Он рывком поднял отяжелевшую голову. Не открывая глаз, нащупал в нише аварийного запаса первый попавшийся биопакет и, разорвав зубами, выбросил наружу. Потом еще один. И еще.

Ямка, вырезанная в лабире лучевой пилой, быстро заполнилась кусками вспучившейся хлореллы, какими-то колбочками, змеевиками, пленками, сетками, в которых жили миллионы колоний невидимых организмов.

Сдерживать дыхание больше не было сил. Кто-то изнутри колотил будто молотком в оба виска, грозя проломить череп, под плотно сомкнутыми веками плыл кровавый туман, сквозь который мелькали черные снежинки - все быстрее, быстрее, быстрее...

Но перед тем, как окончательно потерять сознание, он все-таки успел захлопнуть створки скафандра и нажать красную кнопку.

Возвращение из небытия было мучительным.
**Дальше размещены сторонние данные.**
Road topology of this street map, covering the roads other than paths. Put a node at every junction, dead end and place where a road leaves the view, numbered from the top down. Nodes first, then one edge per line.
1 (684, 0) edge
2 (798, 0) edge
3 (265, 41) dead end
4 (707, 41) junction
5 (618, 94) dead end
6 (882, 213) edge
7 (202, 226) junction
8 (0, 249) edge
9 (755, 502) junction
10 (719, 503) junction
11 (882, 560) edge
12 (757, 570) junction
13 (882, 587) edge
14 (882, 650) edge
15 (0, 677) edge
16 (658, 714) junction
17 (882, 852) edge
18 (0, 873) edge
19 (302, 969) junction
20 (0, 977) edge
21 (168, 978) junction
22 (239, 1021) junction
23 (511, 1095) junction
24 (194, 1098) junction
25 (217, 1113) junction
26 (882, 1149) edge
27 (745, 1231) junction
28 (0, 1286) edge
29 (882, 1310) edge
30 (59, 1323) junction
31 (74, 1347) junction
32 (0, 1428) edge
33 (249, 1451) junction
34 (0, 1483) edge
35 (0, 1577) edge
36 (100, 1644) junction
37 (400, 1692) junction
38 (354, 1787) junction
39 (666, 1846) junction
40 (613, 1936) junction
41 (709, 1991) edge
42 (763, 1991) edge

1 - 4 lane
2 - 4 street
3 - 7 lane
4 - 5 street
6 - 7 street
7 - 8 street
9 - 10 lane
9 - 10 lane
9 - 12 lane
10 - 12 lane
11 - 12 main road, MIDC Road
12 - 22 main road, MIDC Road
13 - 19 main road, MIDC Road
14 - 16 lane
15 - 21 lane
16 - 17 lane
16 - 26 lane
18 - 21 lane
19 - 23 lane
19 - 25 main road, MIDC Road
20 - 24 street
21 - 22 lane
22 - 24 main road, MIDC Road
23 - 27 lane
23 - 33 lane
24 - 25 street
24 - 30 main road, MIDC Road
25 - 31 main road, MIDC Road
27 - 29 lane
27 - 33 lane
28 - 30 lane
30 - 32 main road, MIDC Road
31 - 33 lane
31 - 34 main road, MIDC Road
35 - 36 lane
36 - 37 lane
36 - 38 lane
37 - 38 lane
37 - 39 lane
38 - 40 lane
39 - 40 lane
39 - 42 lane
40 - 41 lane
Обожженные, отравленные легкие требовали кислорода, а сильно поредевшая хлорелла все еще не могла восстановить нарушенный ритм дыхания.

И тогда Андрей испугался.

Липкий страх полз откуда-то снизу, перебирался в руки, покалывая кончики пальцев, тошнотой подступал к горлу. Андрей открыл глаз. Вокруг ничего не изменилось, но он был уверен, что за секунду до этого окрестные скалы двигались. Двигались прямо на него, чтобы окружить, смять, раздавить. Он боялся моргнуть, потому что скалы за это мгновение могли сделать еще один шаг. Затравленно озираясь, он стал медленно пятиться к дископлану.

Дать тревогу! Немедленно дать тревогу!

Холодный пот стекал со лба, разъедая уголки глаз, мешая следить за скалами. В легких свистело и хрипело. Теплая струйка побежала из носа, расплылась на губах. Свободной рукой он вытер губы, поднес к глазам-на пальцах была кровь.

Дать тревогу! Немедленно дать тревогу!

Сзади звякнул металл. Андрей пригнулся, ожидая удара. Удара не было. Прошла четверть минуты, прежде чем он сообразил, что сзади лесенка дископлана.

Дать тревогу!

Скользя по ступенькам, он пятился вверх по лесенке, спиной пролез в овальный проем, устроился на сиденье. Задраил люк.

Дать тревогу...

Он, видимо, все-таки дал бы сигнал тревоги, если бы не приступ долгого, жестокого, изматывающего кашля.

Дышать стало легче. Сознание прояснялось, но голова трещала, словно после глубокого наркоза.

Сколько прошло времени? Андрей отупело смотрел на солнце. Яркий зеленый диск заметно клонился к горизонту, и вокруг него появилось третье кольцо.

Андрею вдруг показалось, что он пробыл без сознания очень долго, может быть, сутки. Сутки... Если сутки - корабль улетел. Его оставили одного. Его бросили. Его бросили в наказание... Один в лабировом аду... Один!